UNDER THE SECURITIES EXCHANGE ACT OF 1934

(AMENDMENT NO. 7)*


Vector Group Ltd.
(Name of Issuer)

Common Stock
(Title of Class of Securities)

92240M108
(CUSIP Number)

Richard S. Ressler
c/o Orchard Capital Corporation
6922 Hollywood Boulevard
Los Angeles, California 90028

with a copy to:

Frank H. Golay, Jr., Esq.
Sullivan & Cromwell LLP
1888 Century Park East
Los Angeles, California 90067-1725
(310) 712-6600

(Name, Address and Telephone Number of Person Authorized to Receive Notices and Communications)


September 15, 2004

(Date of Event which Requires Filing of This Statement)

If the filing person has previously filed a statement on Schedule 13G to report the acquisition which is the subject of this Schedule 13D, and is filing this Schedule because of ss.ss. 240.13d-1(e), 240.13d-1(f) or 240.13d-1(g), check the following box .
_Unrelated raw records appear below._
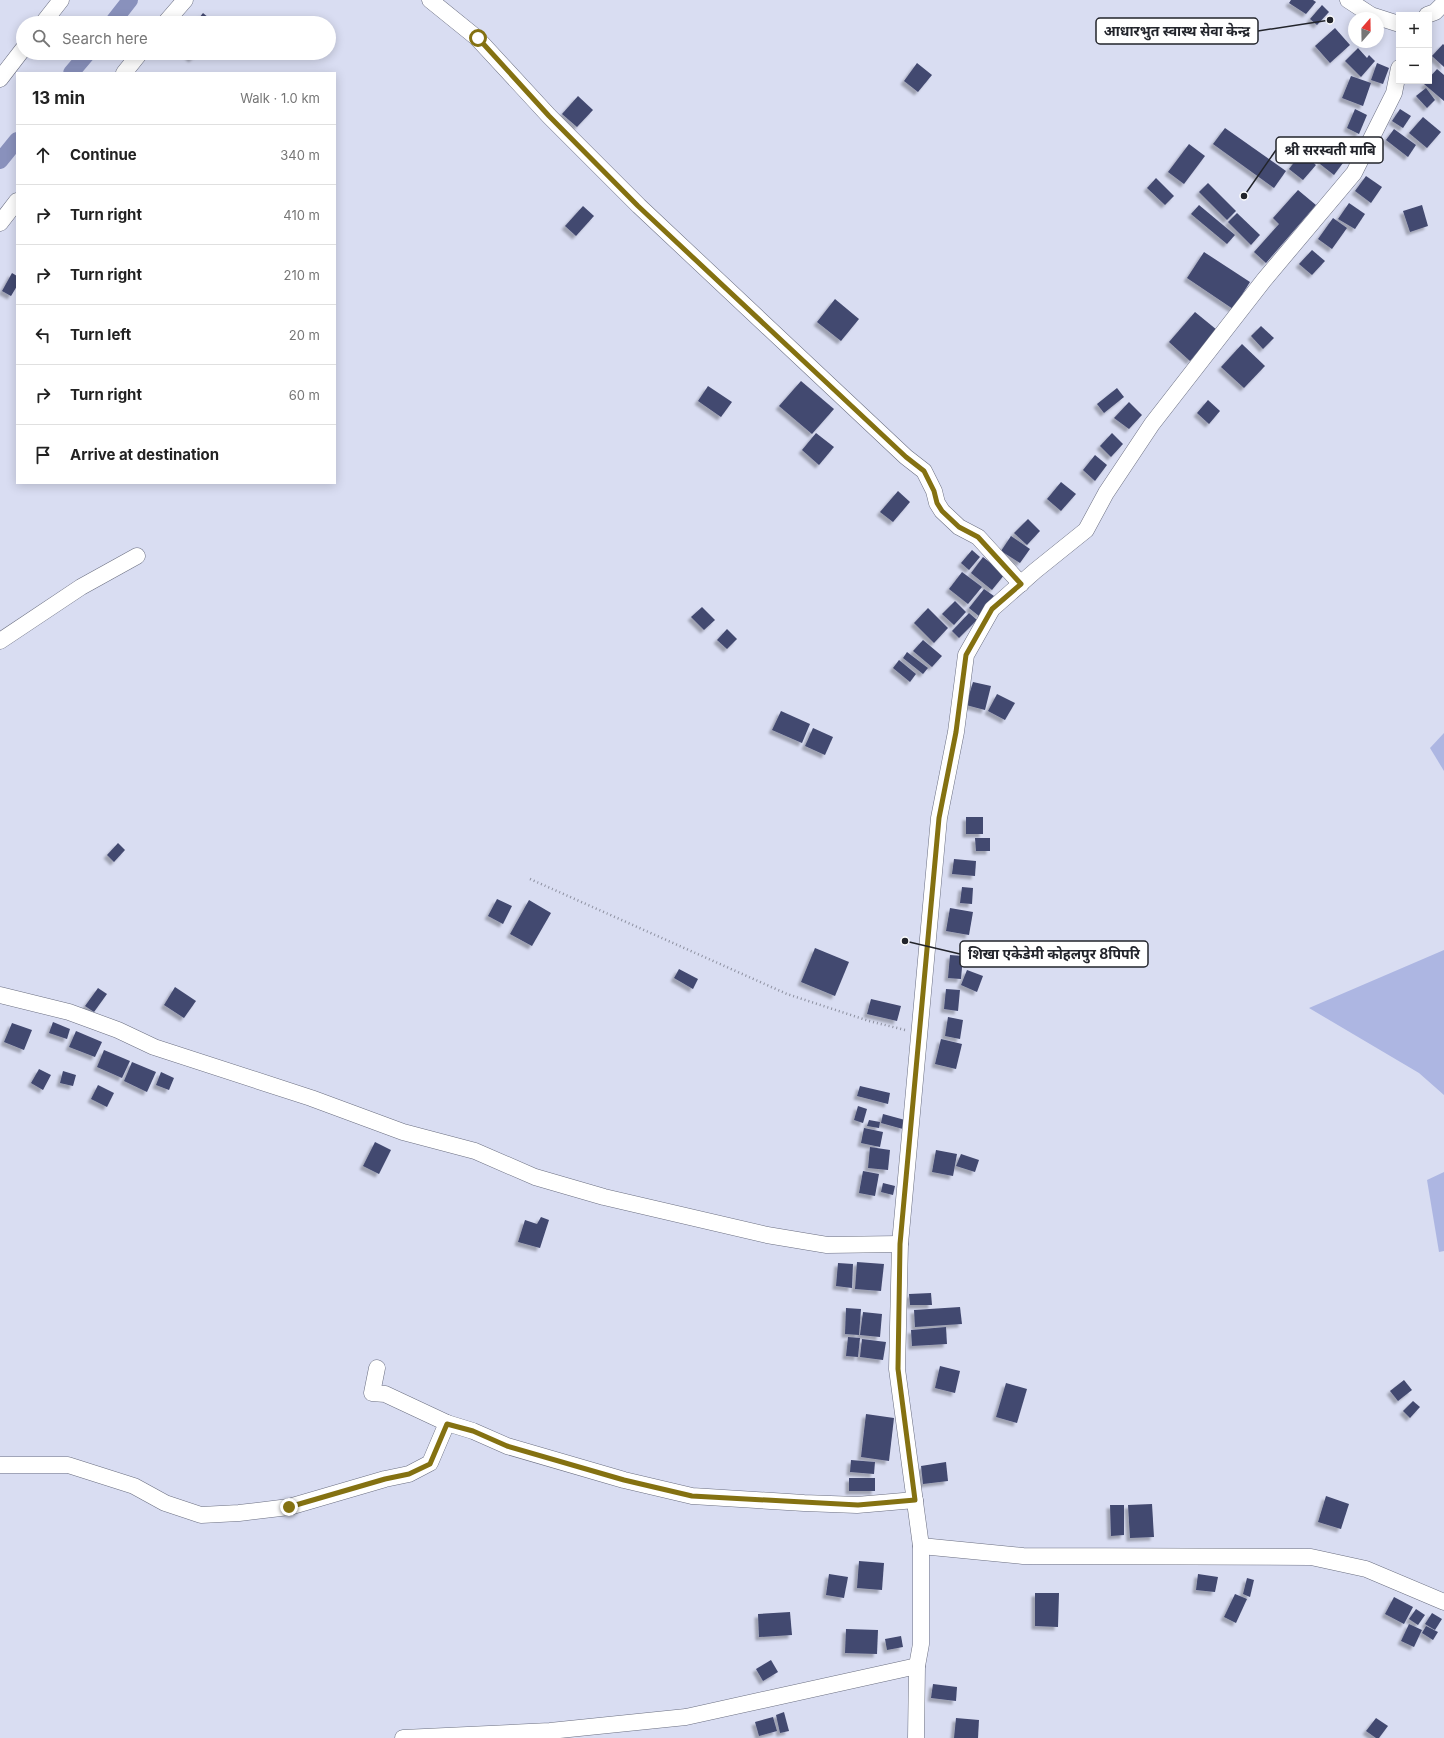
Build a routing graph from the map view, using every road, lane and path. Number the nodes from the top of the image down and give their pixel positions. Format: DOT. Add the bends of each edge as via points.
graph roads {
  1 [pos="61,0"];
  2 [pos="185,0"];
  3 [pos="430,0"];
  4 [pos="1348,0"];
  5 [pos="1444,2"];
  6 [pos="1432,13"];
  7 [pos="48,16"];
  8 [pos="171,16"];
  9 [pos="1396,23"];
  10 [pos="16,58"];
  11 [pos="134,60"];
  12 [pos="125,72"];
  13 [pos="0,79"];
  14 [pos="1396,83"];
  15 [pos="16,202"];
  16 [pos="0,222"];
  17 [pos="137,556"];
  18 [pos="1021,584"];
  19 [pos="0,641"];
  20 [pos="530,879"];
  21 [pos="0,995"];
  22 [pos="919,1034"];
  23 [pos="900,1244"];
  24 [pos="377,1368"];
  25 [pos="447,1424"];
  26 [pos="0,1465"];
  27 [pos="915,1500"];
  28 [pos="921,1546"];
  29 [pos="1444,1602"];
  30 [pos="917,1666"];
  31 [pos="403,1738"];
  32 [pos="916,1738"];
  1 -- 7 [label="street"];
  2 -- 8 [label="street"];
  3 -- 18 [label="street" via="478,38 549,116 638,206 924,471 942,511 959,527 978,537"];
  4 -- 9 [label="street" via="1371,15"];
  5 -- 6 [label="street"];
  10 -- 13 [label="street"];
  11 -- 12 [label="street"];
  14 -- 18 [label="street" via="1394,93 1354,173 1264,280 1152,424 1106,494 1086,530"];
  15 -- 16 [label="street"];
  17 -- 19 [label="street" via="81,587"];
  18 -- 22 [label="street" via="992,609 966,655 956,732 939,818"];
  20 -- 22 [label="path" via="787,994 869,1021"];
  21 -- 23 [label="street" via="69,1012 118,1030 154,1047 311,1098 403,1132 475,1151 535,1176 604,1197 767,1235 827,1245"];
  22 -- 23 [label="street"];
  23 -- 27 [label="street" via="898,1369"];
  24 -- 25 [label="street" via="372,1393 385,1394"];
  25 -- 26 [label="street" via="430,1464 409,1474 289,1507 239,1513 201,1515 165,1503 134,1486 68,1465"];
  25 -- 27 [label="street" via="473,1431 507,1446 624,1480 692,1496 858,1505"];
  27 -- 28 [label="street"];
  28 -- 29 [label="street" via="1023,1556 1311,1557 1366,1569"];
  28 -- 30 [label="street" via="922,1644"];
  30 -- 31 [label="street" via="686,1717 550,1731"];
  30 -- 32 [label="street"];
}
The information required on the remainder of this cover page shall not be deemed to be “filed” for the purpose of Section 18 of the Securities Exchange Act of 1934, (“Act”) or otherwise subject to the liabilities of that section of the Act but shall be subject to all other provisions of the Act (however, see the Notes)


*The remainder of this cover page shall be filled out for a reporting person’s initial filing on this form with respect to the subject class of securities, and for any subsequent amendment containing information which would alter disclosures provided in a prior cover page.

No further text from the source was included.